YourCT.com header image 2

Norwalk: 68 pages of Answers to 32 Questions


by turfgrrl


March 7th, 2007 · 20 Comments

Sal Corda provided answers to the BET questions, sort of. While I have not gone through every question answer with an auditor’s eye, there are some things that pop out. For one, round numbers in travel expense submissions without a layer of detail is a glaring lack of oversight. Sending teacher’s to conferences is not the issue. Submitting a travel [detailed] expense reimbursement form without detail is an issue. (pages 42-48).

Amazingly, by the sheer amount of attachments in this response, it would seem that there is no computerized accounting system or practice in place within the administrative office to track all these expenditures.

I will post more on this later, but for now here’s the PDF (2.6 MB) of the answers for your enjoyment.

Tags: In the News · Local · Norwalk

20 Responses so far “Norwalk: 68 pages of Answers to 32 Questions”



  • 1 anonymous // Mar 7, 2007 at 8:49 pm

    Thanks for posting this.

  • 2 anonymous // Mar 7, 2007 at 10:13 pm

    This is a lot to wade through - give us the weekend.

  • 3 Anon // Mar 8, 2007 at 6:45 am

    Yes! Thank you for posting this file!

  • 4 Mary Pugh // Mar 8, 2007 at 8:02 am

    Reviewing this provides some insight into the heavy expense load the public is paying for “non-academic” education. The expenses for art materials (kilns are necessary in the public school setting?), band (parents interested in band should fundraise if this is an interest- not the public), athletics (other than PE, the expenses for athletics seem high).

    My questions would be….

    “What % of our BOE budget is spend on academics versus non academics? (art, band, athletics, etc.)

    “What grade point average must a student have to participate in these expensive extra-curricular activities?”

    “What is the per pupil expense for non academics?”

    Unless our students are meeting our goals for academic achievement….and we lament that they are not, why are we spending money on entertaining them…instead of educating them?

    I think with all these non academic focused programs the school system is becoming more of a baby-sitting- child care institution instead of an academically rigorous program.

    Secondly, I do not understand the need for so many layers of administration: the housemaster system does not make sense to me.
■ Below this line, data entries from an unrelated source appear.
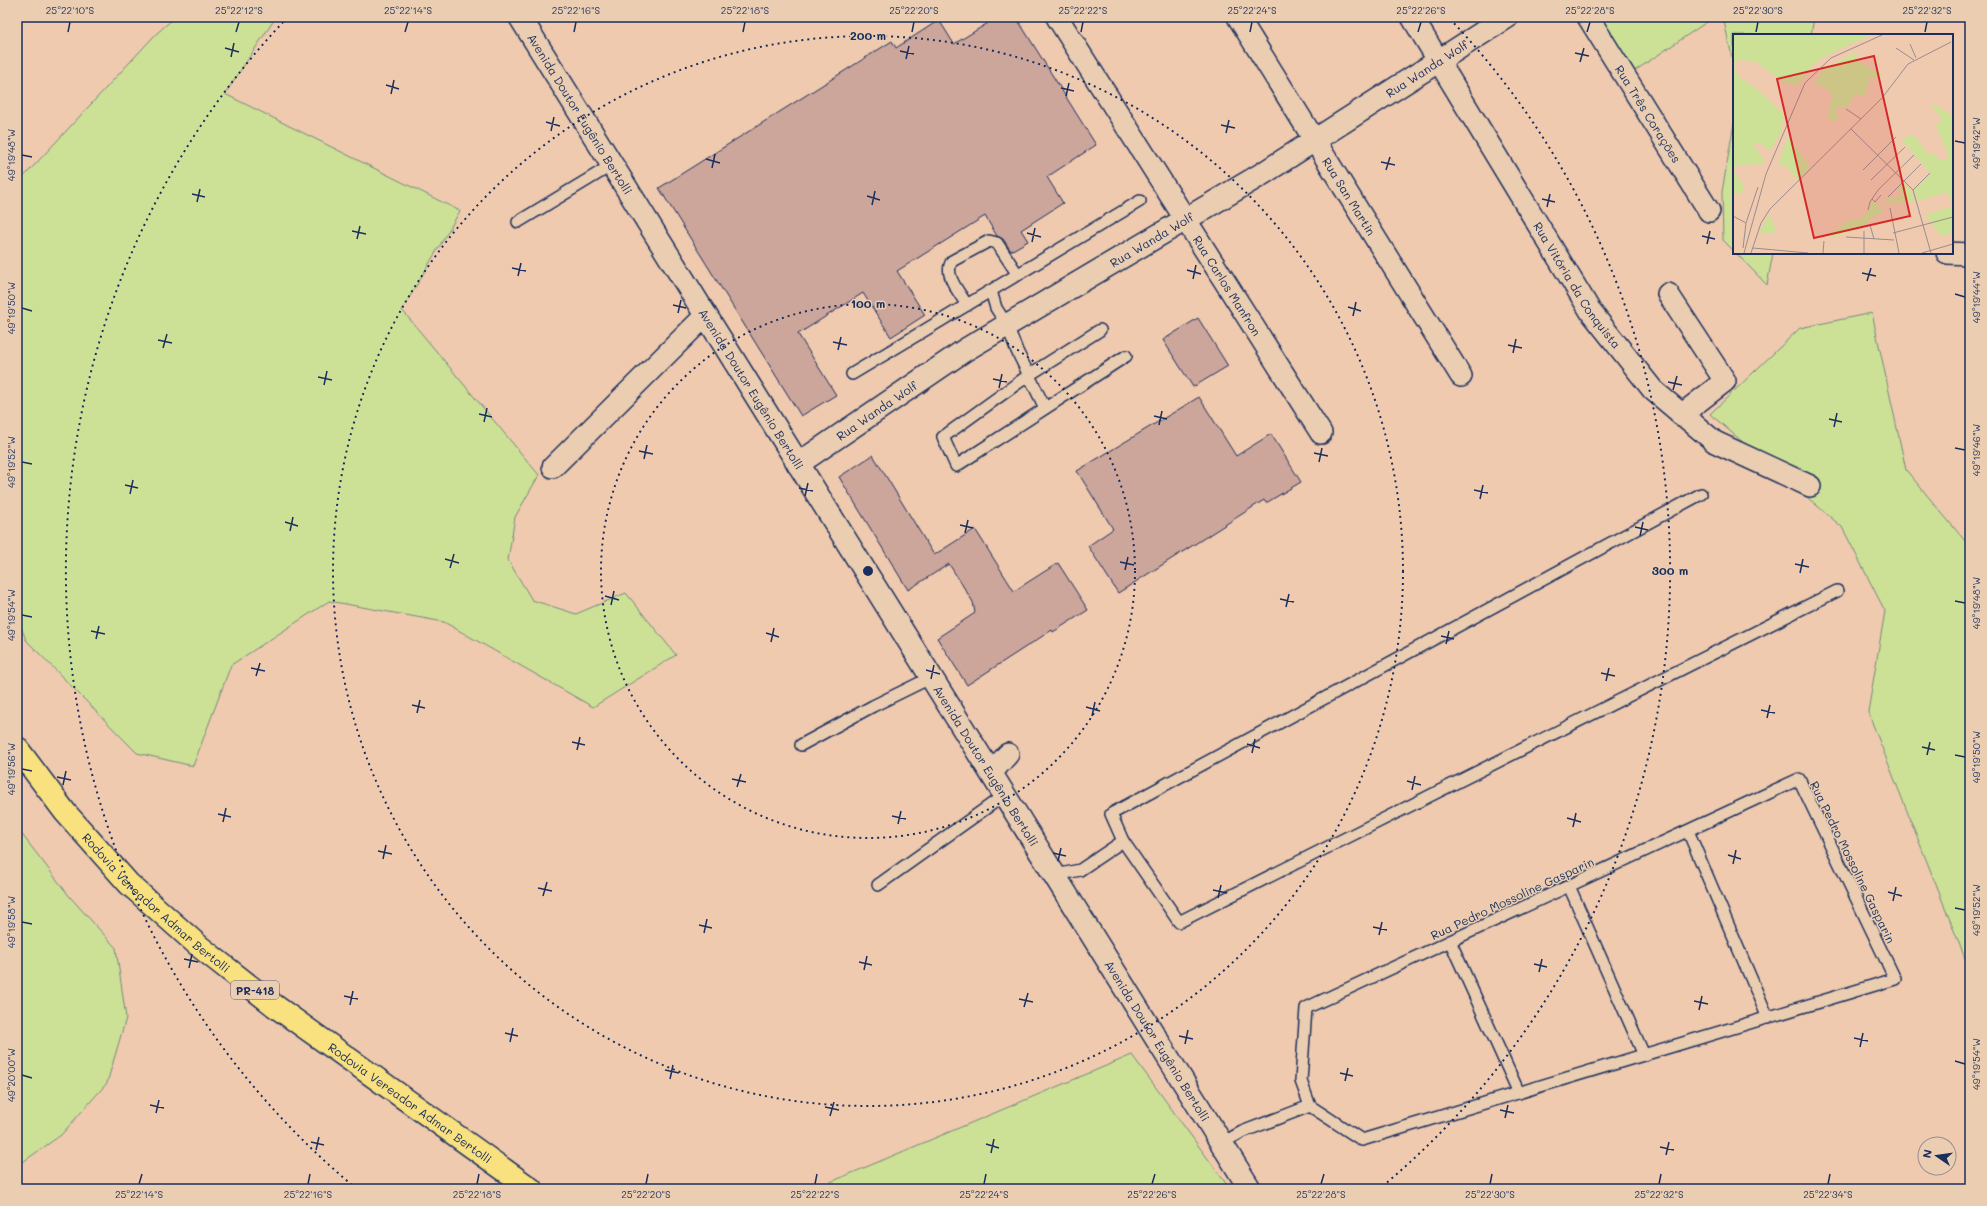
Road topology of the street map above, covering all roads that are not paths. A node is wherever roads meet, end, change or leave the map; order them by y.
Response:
1 (520, 17) edge
2 (1057, 17) edge
3 (1238, 17) edge
4 (1412, 17) edge
5 (1507, 17) edge
6 (1588, 17) edge
7 (1438, 61) junction
8 (1314, 139) junction
9 (612, 165) junction
10 (1140, 201) dead end
11 (1709, 210) dead end
12 (1185, 219) junction
13 (518, 222) dead end
14 (1953, 253) edge
15 (1970, 254) edge
16 (1018, 275) junction
17 (991, 291) junction
18 (1668, 294) dead end
19 (967, 305) junction
20 (706, 315) junction
21 (1007, 324) junction
22 (1100, 330) dead end
23 (1126, 356) dead end
24 (852, 374) dead end
25 (1029, 375) junction
26 (1461, 376) dead end
27 (1045, 408) junction
28 (1681, 415) junction
29 (1321, 433) dead end
30 (798, 464) junction
31 (553, 468) dead end
32 (1810, 486) dead end
33 (1701, 494) dead end
34 (1837, 591) dead end
35 (932, 677) junction
36 (801, 745) dead end
37 (17, 748) edge
38 (1008, 754) dead end
39 (992, 772) junction
40 (1006, 794) junction
41 (1688, 831) junction
42 (1123, 841) junction
43 (1056, 875) junction
44 (878, 885) dead end
45 (1569, 886) junction
46 (1450, 941) junction
47 (1768, 1018) junction
48 (1644, 1055) junction
49 (1519, 1093) junction
50 (1310, 1106) junction
51 (1222, 1143) junction
52 (531, 1189) edge
53 (1250, 1189) edge

1 - 9 street, Avenida Doutor Eugênio Bertolli
2 - 12 street, Rua Carlos Manfron
3 - 8 street, Rua San Martin
4 - 7 street, Rua Vitória da Conquista
5 - 7 street, Rua Wanda Wolf
6 - 11 street, Rua Três Corações
7 - 8 street, Rua Wanda Wolf
7 - 28 street, Rua Vitória da Conquista
8 - 12 street, Rua Wanda Wolf
8 - 26 street, Rua San Martin
9 - 13 lane
9 - 20 street, Avenida Doutor Eugênio Bertolli
10 - 16 lane
12 - 21 street, Rua Wanda Wolf
12 - 29 street, Rua Carlos Manfron
14 - 15 street
16 - 17 lane
16 - 19 lane
17 - 19 lane
17 - 21 lane
18 - 28 street
19 - 24 lane
20 - 30 street, Avenida Doutor Eugênio Bertolli
20 - 31 street
21 - 25 lane
21 - 30 street, Rua Wanda Wolf
22 - 25 lane
23 - 27 lane
25 - 27 lane
25 - 27 lane
28 - 32 street, Rua Vitória da Conquista
30 - 35 street, Avenida Doutor Eugênio Bertolli
33 - 42 lane
34 - 42 lane
35 - 36 lane
35 - 39 street, Avenida Doutor Eugênio Bertolli
37 - 52 highway, Rodovia Vereador Admar Bertolli / PR-418
38 - 39 street
39 - 40 street, Avenida Doutor Eugênio Bertolli
40 - 43 street, Avenida Doutor Eugênio Bertolli
40 - 44 lane
41 - 45 lane, Rua Pedro Mossoline Gasparin
41 - 47 lane
41 - 47 lane, Rua Pedro Mossoline Gasparin
42 - 43 lane
43 - 51 street, Avenida Doutor Eugênio Bertolli
45 - 46 lane, Rua Pedro Mossoline Gasparin
45 - 48 lane
46 - 49 lane
46 - 50 lane, Rua Pedro Mossoline Gasparin
47 - 48 lane, Rua Pedro Mossoline Gasparin
48 - 49 lane, Rua Pedro Mossoline Gasparin
49 - 50 lane, Rua Pedro Mossoline Gasparin
50 - 51 lane
51 - 53 street, Avenida Doutor Eugênio Bertolli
What are the job descriptions and roles of these extra administrators?

    If we look at the per student ratio of expense for educators vs administrators, over time….and not try to say…well, other towns are doing this, we would find opportunities to lower our expense without jeopardizing the education of our student population.

    Our BOE budget needs to be scrutinized on a line item basis by the BOE board members- with a careful attention to “educating, not entertaining” and determining how much administration is really needed to get the educational results we demand.
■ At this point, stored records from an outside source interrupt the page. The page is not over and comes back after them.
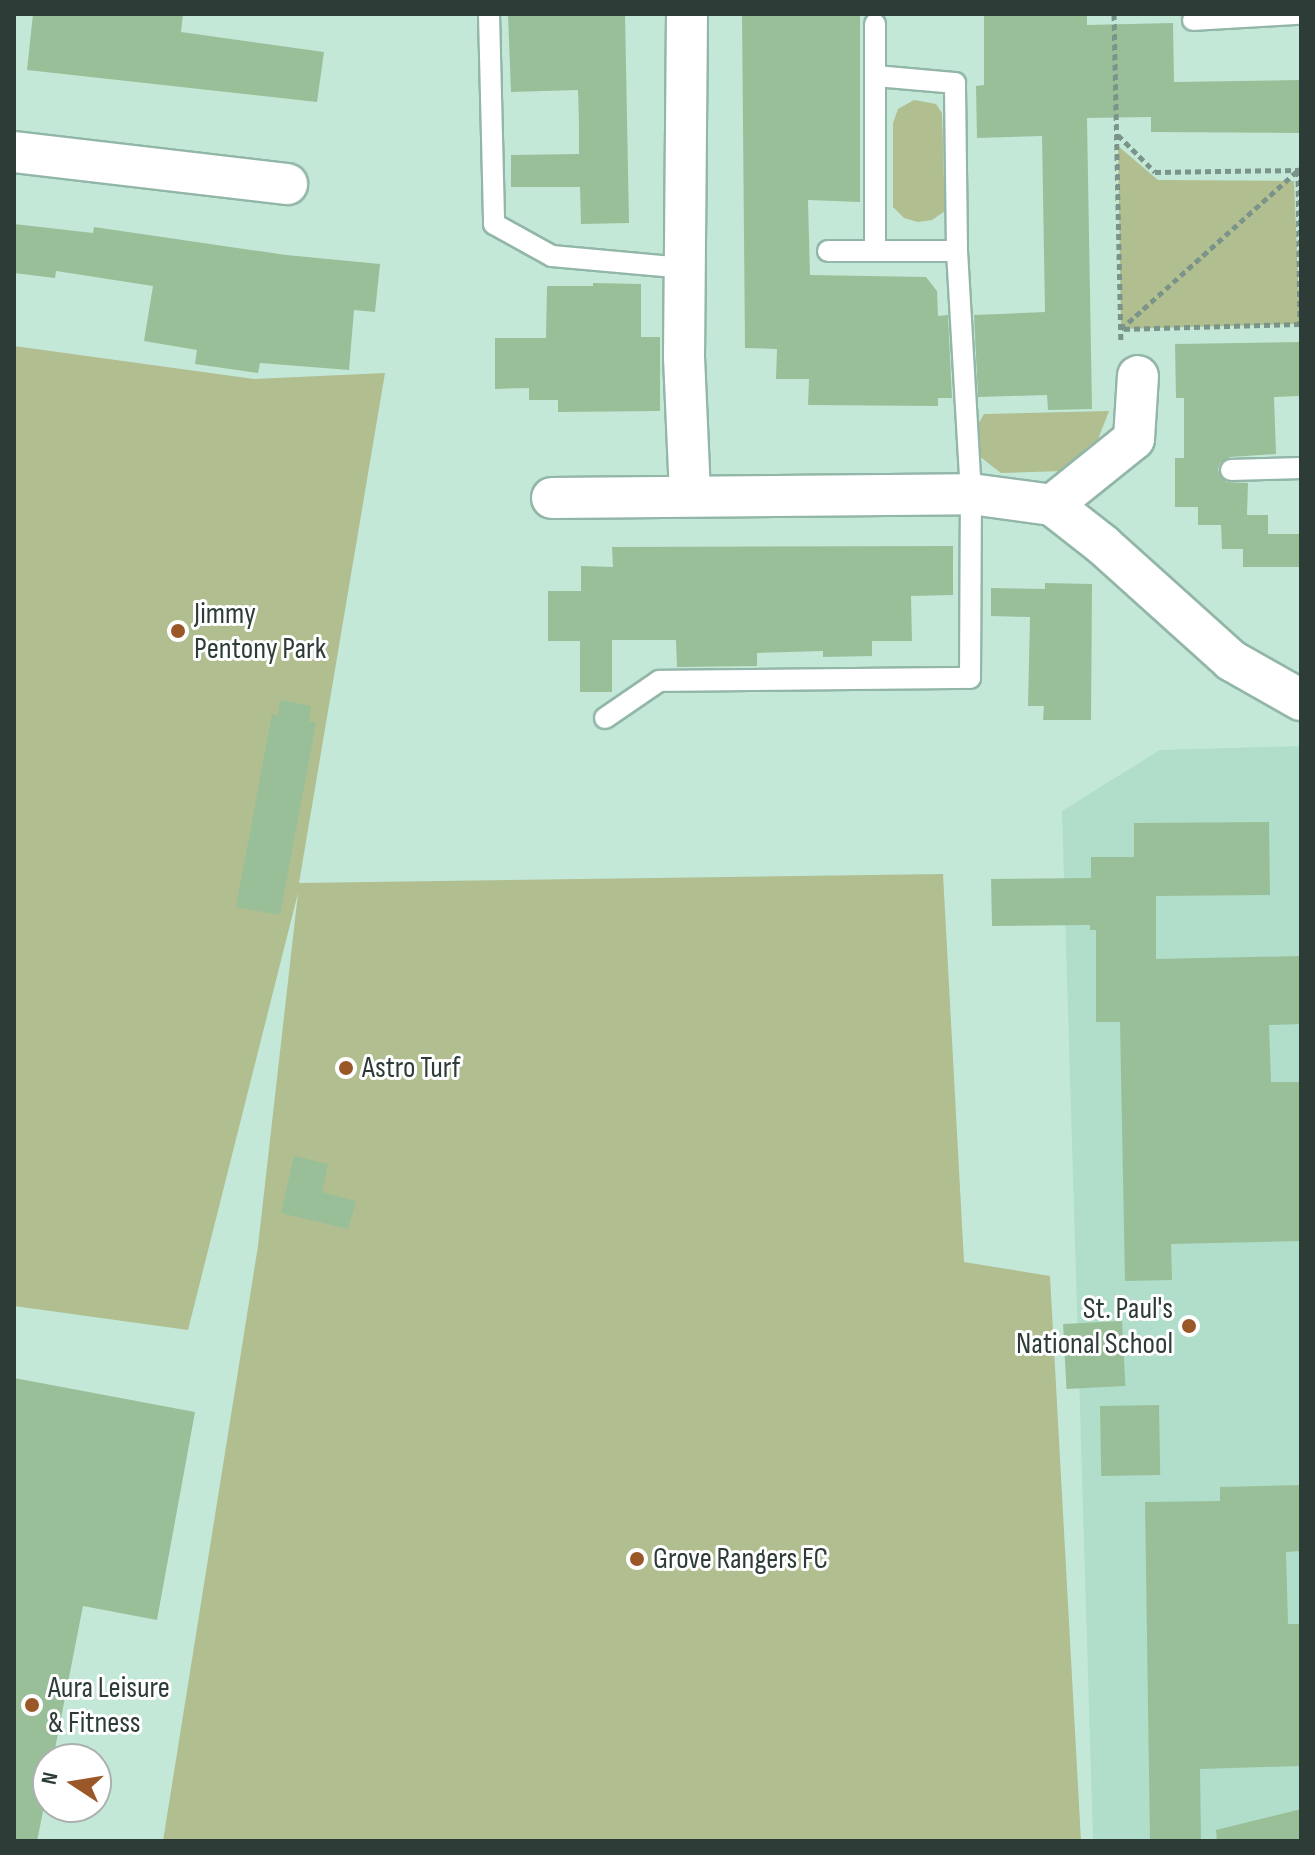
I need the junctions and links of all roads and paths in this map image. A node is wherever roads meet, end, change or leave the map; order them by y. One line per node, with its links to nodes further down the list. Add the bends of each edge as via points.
1 (489, 14): 15 (lane, via 494,224 552,256)
2 (687, 14): 15 (street)
3 (1114, 14): 8 (path)
4 (1298, 14): 5 (lane)
5 (1193, 20)
6 (875, 24): 7 (lane)
7 (877, 76): 12 (lane); 14 (lane, via 955,83)
8 (1118, 135): 10 (path, via 1155,172); 17 (path)
9 (14, 152): 11 (street)
10 (1299, 170): 16 (path); 17 (path)
11 (287, 184)
12 (875, 250): 13 (lane); 14 (lane)
13 (828, 251)
14 (957, 251): 21 (lane)
15 (685, 268): 22 (street)
16 (1300, 324): 17 (path)
17 (1121, 329): 18 (path)
18 (1130, 364): 24 (street, via 1134,439)
19 (1301, 468): 20 (lane)
20 (1231, 470)
21 (971, 494): 22 (street); 24 (street); 26 (lane, via 970,678 659,681)
22 (690, 495): 23 (street)
23 (552, 498)
24 (1052, 505): 25 (street, via 1232,661)
25 (1301, 700)
26 (605, 718)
    We need metrics (analysis of spending trends by student population and ratios) and compare it to national averages and states, not just other local town spending.
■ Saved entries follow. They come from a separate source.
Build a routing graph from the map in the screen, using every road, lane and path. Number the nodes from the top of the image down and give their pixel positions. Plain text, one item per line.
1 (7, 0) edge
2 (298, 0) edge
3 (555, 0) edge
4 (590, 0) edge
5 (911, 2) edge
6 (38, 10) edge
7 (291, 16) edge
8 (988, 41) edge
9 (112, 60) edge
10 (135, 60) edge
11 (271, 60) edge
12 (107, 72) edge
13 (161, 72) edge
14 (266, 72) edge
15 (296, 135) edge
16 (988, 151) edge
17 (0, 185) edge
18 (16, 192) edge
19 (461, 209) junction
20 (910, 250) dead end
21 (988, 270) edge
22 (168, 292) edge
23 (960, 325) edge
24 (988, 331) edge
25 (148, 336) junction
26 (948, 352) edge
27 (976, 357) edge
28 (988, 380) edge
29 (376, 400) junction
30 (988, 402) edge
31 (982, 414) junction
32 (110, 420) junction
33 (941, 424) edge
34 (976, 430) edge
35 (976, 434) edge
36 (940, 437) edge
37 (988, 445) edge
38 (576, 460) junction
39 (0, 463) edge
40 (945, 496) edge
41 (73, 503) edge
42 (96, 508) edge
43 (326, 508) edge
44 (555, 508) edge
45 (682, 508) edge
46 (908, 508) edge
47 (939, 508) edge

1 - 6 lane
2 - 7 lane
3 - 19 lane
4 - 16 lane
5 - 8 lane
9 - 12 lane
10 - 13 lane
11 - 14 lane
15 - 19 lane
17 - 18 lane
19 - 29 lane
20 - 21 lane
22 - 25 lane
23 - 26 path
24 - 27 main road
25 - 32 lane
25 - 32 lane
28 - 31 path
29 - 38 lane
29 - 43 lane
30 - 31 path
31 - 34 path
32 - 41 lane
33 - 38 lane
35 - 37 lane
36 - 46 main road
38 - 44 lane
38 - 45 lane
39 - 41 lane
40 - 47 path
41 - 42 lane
  • 5 Mary Pugh // Mar 8, 2007 at 8:06 am

    P.S. Fred Wilms is to be commended for asking these questions.

    Wholesale acceptance of the BOE budget can no longer be the norm…when we have many other needs that have to be addressed in the city. The flooding issue is a perfect example of something that has been ignored to the detriment of residents - is it more important to have “stellar non academic programs” in our schools…or to keep homes dry by having proper management of flood waters?

  • 6 turfgrrl // Mar 8, 2007 at 10:33 am

    Mary: I disagree about the waste being non academic programs. Art, music and athletics round out one’s education just as much as “rigorous academic” programs. I’ll give you that they should not be a substitute for regular academic studies. But I think its the current fad of teaching to the test that takes more away from rigorous academic studies. The layers of administration and bureaucracy is the largest expense and obstacle towards actually educating students. I don’t think anyone, whether on the BOE, or within the school administration is evaluating line item spending. The easy answer is throw more money at it, which even the Governor seems to subscribe to.
  • 7 anonymous // Mar 8, 2007 at 1:18 pm

    These are the same BOE that wants to ban cupcakes so what do you expect. Bruce Kimmel never did anything on the common council and doesn’t do anything on the BOE. Is he going to run again, or does he have delusions of running for mayor?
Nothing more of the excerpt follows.